▶ [Stored data entries]
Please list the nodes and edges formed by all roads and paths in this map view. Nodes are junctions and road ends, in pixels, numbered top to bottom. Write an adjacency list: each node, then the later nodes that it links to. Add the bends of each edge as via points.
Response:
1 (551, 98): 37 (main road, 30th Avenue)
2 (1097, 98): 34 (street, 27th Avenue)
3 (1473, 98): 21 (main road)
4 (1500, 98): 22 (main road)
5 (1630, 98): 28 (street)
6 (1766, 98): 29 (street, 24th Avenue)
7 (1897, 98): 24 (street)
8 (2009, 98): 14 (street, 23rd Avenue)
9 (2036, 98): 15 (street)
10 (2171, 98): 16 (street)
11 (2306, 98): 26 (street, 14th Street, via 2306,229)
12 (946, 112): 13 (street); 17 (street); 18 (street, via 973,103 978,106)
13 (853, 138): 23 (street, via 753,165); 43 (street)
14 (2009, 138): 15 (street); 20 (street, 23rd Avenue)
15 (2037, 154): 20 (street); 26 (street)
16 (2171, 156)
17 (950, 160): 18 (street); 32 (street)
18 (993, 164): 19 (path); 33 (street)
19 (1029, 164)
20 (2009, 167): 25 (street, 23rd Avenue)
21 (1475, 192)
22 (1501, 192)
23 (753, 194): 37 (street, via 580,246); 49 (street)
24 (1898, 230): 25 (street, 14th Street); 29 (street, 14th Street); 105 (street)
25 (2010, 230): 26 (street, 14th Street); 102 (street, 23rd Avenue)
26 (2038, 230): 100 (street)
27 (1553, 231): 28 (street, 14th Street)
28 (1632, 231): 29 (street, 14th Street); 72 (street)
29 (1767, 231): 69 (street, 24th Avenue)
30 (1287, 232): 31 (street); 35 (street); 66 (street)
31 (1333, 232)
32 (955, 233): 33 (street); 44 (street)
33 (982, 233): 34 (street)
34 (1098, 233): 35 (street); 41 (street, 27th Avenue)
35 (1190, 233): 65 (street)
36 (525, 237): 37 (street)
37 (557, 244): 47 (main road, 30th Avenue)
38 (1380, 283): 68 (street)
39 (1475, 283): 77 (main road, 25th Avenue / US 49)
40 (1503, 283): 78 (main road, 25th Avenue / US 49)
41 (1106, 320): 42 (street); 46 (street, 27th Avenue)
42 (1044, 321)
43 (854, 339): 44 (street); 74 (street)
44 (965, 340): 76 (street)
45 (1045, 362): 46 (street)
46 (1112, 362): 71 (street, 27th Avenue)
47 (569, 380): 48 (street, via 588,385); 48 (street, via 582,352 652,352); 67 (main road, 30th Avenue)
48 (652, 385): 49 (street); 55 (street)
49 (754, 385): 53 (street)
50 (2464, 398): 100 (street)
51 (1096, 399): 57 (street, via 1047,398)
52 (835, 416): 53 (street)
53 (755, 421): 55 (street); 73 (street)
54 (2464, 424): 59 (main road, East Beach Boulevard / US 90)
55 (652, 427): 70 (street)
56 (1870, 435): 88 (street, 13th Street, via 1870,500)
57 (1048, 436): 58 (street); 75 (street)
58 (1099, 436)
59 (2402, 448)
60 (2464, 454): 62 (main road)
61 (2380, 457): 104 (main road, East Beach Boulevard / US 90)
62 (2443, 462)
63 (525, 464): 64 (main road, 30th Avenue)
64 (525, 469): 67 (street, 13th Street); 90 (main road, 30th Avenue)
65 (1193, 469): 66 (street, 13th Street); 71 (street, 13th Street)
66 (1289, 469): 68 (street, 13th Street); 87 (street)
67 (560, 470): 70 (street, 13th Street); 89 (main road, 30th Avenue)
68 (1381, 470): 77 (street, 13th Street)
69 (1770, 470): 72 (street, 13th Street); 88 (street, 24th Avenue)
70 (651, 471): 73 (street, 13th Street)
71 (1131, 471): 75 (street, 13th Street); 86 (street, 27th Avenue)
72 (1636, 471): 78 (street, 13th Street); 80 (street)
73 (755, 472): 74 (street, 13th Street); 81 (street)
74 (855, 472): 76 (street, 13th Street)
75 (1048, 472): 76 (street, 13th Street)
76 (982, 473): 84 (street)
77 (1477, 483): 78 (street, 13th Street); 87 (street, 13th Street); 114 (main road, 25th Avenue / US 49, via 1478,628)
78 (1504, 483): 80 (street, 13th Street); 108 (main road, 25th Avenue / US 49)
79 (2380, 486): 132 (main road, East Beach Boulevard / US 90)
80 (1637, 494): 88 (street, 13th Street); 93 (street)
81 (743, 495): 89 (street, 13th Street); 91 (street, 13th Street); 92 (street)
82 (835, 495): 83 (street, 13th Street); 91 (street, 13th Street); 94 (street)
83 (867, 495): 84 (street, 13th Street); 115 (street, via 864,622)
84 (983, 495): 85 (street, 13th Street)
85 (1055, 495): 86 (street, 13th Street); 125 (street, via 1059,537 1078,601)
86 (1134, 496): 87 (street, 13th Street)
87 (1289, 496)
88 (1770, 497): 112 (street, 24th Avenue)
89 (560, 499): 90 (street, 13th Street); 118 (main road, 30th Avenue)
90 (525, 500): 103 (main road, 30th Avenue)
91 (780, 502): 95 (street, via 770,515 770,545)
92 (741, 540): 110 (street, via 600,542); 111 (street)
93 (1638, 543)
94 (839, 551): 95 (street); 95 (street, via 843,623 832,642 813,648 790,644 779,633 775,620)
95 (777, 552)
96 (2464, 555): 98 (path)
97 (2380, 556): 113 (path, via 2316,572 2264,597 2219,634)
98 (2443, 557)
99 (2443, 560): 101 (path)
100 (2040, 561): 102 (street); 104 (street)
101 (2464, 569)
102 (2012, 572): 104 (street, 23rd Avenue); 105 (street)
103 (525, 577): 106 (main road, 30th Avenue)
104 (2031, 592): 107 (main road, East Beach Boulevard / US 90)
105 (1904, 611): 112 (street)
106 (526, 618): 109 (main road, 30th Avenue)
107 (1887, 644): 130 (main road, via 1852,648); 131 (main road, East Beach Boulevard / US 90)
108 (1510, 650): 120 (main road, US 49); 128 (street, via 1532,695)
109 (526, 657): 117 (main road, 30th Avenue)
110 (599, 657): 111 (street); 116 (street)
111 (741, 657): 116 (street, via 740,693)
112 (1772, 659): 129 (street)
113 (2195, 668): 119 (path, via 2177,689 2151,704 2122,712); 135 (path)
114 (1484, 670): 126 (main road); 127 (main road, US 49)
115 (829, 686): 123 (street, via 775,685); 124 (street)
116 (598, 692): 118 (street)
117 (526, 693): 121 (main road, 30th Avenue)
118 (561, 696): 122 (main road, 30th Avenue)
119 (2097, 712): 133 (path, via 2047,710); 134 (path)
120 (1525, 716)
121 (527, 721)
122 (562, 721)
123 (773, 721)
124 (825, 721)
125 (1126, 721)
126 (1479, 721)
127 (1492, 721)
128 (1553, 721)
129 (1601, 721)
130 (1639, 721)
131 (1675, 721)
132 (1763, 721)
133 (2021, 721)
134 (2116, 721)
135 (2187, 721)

▶ [Assignment] Transcribe every record. Match each line exactly.

▶ [Solution for this task]
Please list the nodes and edges formed by all roads and paths in this map view. Nodes are junctions and road ends, in pixels, numbered top to bottom. Write an adjacency list: each node, then the later nodes that it links to. Add the bends of each edge as via points.
Response:
1 (551, 98): 37 (main road, 30th Avenue)
2 (1097, 98): 34 (street, 27th Avenue)
3 (1473, 98): 21 (main road)
4 (1500, 98): 22 (main road)
5 (1630, 98): 28 (street)
6 (1766, 98): 29 (street, 24th Avenue)
7 (1897, 98): 24 (street)
8 (2009, 98): 14 (street, 23rd Avenue)
9 (2036, 98): 15 (street)
10 (2171, 98): 16 (street)
11 (2306, 98): 26 (street, 14th Street, via 2306,229)
12 (946, 112): 13 (street); 17 (street); 18 (street, via 973,103 978,106)
13 (853, 138): 23 (street, via 753,165); 43 (street)
14 (2009, 138): 15 (street); 20 (street, 23rd Avenue)
15 (2037, 154): 20 (street); 26 (street)
16 (2171, 156)
17 (950, 160): 18 (street); 32 (street)
18 (993, 164): 19 (path); 33 (street)
19 (1029, 164)
20 (2009, 167): 25 (street, 23rd Avenue)
21 (1475, 192)
22 (1501, 192)
23 (753, 194): 37 (street, via 580,246); 49 (street)
24 (1898, 230): 25 (street, 14th Street); 29 (street, 14th Street); 105 (street)
25 (2010, 230): 26 (street, 14th Street); 102 (street, 23rd Avenue)
26 (2038, 230): 100 (street)
27 (1553, 231): 28 (street, 14th Street)
28 (1632, 231): 29 (street, 14th Street); 72 (street)
29 (1767, 231): 69 (street, 24th Avenue)
30 (1287, 232): 31 (street); 35 (street); 66 (street)
31 (1333, 232)
32 (955, 233): 33 (street); 44 (street)
33 (982, 233): 34 (street)
34 (1098, 233): 35 (street); 41 (street, 27th Avenue)
35 (1190, 233): 65 (street)
36 (525, 237): 37 (street)
37 (557, 244): 47 (main road, 30th Avenue)
38 (1380, 283): 68 (street)
39 (1475, 283): 77 (main road, 25th Avenue / US 49)
40 (1503, 283): 78 (main road, 25th Avenue / US 49)
41 (1106, 320): 42 (street); 46 (street, 27th Avenue)
42 (1044, 321)
43 (854, 339): 44 (street); 74 (street)
44 (965, 340): 76 (street)
45 (1045, 362): 46 (street)
46 (1112, 362): 71 (street, 27th Avenue)
47 (569, 380): 48 (street, via 588,385); 48 (street, via 582,352 652,352); 67 (main road, 30th Avenue)
48 (652, 385): 49 (street); 55 (street)
49 (754, 385): 53 (street)
50 (2464, 398): 100 (street)
51 (1096, 399): 57 (street, via 1047,398)
52 (835, 416): 53 (street)
53 (755, 421): 55 (street); 73 (street)
54 (2464, 424): 59 (main road, East Beach Boulevard / US 90)
55 (652, 427): 70 (street)
56 (1870, 435): 88 (street, 13th Street, via 1870,500)
57 (1048, 436): 58 (street); 75 (street)
58 (1099, 436)
59 (2402, 448)
60 (2464, 454): 62 (main road)
61 (2380, 457): 104 (main road, East Beach Boulevard / US 90)
62 (2443, 462)
63 (525, 464): 64 (main road, 30th Avenue)
64 (525, 469): 67 (street, 13th Street); 90 (main road, 30th Avenue)
65 (1193, 469): 66 (street, 13th Street); 71 (street, 13th Street)
66 (1289, 469): 68 (street, 13th Street); 87 (street)
67 (560, 470): 70 (street, 13th Street); 89 (main road, 30th Avenue)
68 (1381, 470): 77 (street, 13th Street)
69 (1770, 470): 72 (street, 13th Street); 88 (street, 24th Avenue)
70 (651, 471): 73 (street, 13th Street)
71 (1131, 471): 75 (street, 13th Street); 86 (street, 27th Avenue)
72 (1636, 471): 78 (street, 13th Street); 80 (street)
73 (755, 472): 74 (street, 13th Street); 81 (street)
74 (855, 472): 76 (street, 13th Street)
75 (1048, 472): 76 (street, 13th Street)
76 (982, 473): 84 (street)
77 (1477, 483): 78 (street, 13th Street); 87 (street, 13th Street); 114 (main road, 25th Avenue / US 49, via 1478,628)
78 (1504, 483): 80 (street, 13th Street); 108 (main road, 25th Avenue / US 49)
79 (2380, 486): 132 (main road, East Beach Boulevard / US 90)
80 (1637, 494): 88 (street, 13th Street); 93 (street)
81 (743, 495): 89 (street, 13th Street); 91 (street, 13th Street); 92 (street)
82 (835, 495): 83 (street, 13th Street); 91 (street, 13th Street); 94 (street)
83 (867, 495): 84 (street, 13th Street); 115 (street, via 864,622)
84 (983, 495): 85 (street, 13th Street)
85 (1055, 495): 86 (street, 13th Street); 125 (street, via 1059,537 1078,601)
86 (1134, 496): 87 (street, 13th Street)
87 (1289, 496)
88 (1770, 497): 112 (street, 24th Avenue)
89 (560, 499): 90 (street, 13th Street); 118 (main road, 30th Avenue)
90 (525, 500): 103 (main road, 30th Avenue)
91 (780, 502): 95 (street, via 770,515 770,545)
92 (741, 540): 110 (street, via 600,542); 111 (street)
93 (1638, 543)
94 (839, 551): 95 (street); 95 (street, via 843,623 832,642 813,648 790,644 779,633 775,620)
95 (777, 552)
96 (2464, 555): 98 (path)
97 (2380, 556): 113 (path, via 2316,572 2264,597 2219,634)
98 (2443, 557)
99 (2443, 560): 101 (path)
100 (2040, 561): 102 (street); 104 (street)
101 (2464, 569)
102 (2012, 572): 104 (street, 23rd Avenue); 105 (street)
103 (525, 577): 106 (main road, 30th Avenue)
104 (2031, 592): 107 (main road, East Beach Boulevard / US 90)
105 (1904, 611): 112 (street)
106 (526, 618): 109 (main road, 30th Avenue)
107 (1887, 644): 130 (main road, via 1852,648); 131 (main road, East Beach Boulevard / US 90)
108 (1510, 650): 120 (main road, US 49); 128 (street, via 1532,695)
109 (526, 657): 117 (main road, 30th Avenue)
110 (599, 657): 111 (street); 116 (street)
111 (741, 657): 116 (street, via 740,693)
112 (1772, 659): 129 (street)
113 (2195, 668): 119 (path, via 2177,689 2151,704 2122,712); 135 (path)
114 (1484, 670): 126 (main road); 127 (main road, US 49)
115 (829, 686): 123 (street, via 775,685); 124 (street)
116 (598, 692): 118 (street)
117 (526, 693): 121 (main road, 30th Avenue)
118 (561, 696): 122 (main road, 30th Avenue)
119 (2097, 712): 133 (path, via 2047,710); 134 (path)
120 (1525, 716)
121 (527, 721)
122 (562, 721)
123 (773, 721)
124 (825, 721)
125 (1126, 721)
126 (1479, 721)
127 (1492, 721)
128 (1553, 721)
129 (1601, 721)
130 (1639, 721)
131 (1675, 721)
132 (1763, 721)
133 (2021, 721)
134 (2116, 721)
135 (2187, 721)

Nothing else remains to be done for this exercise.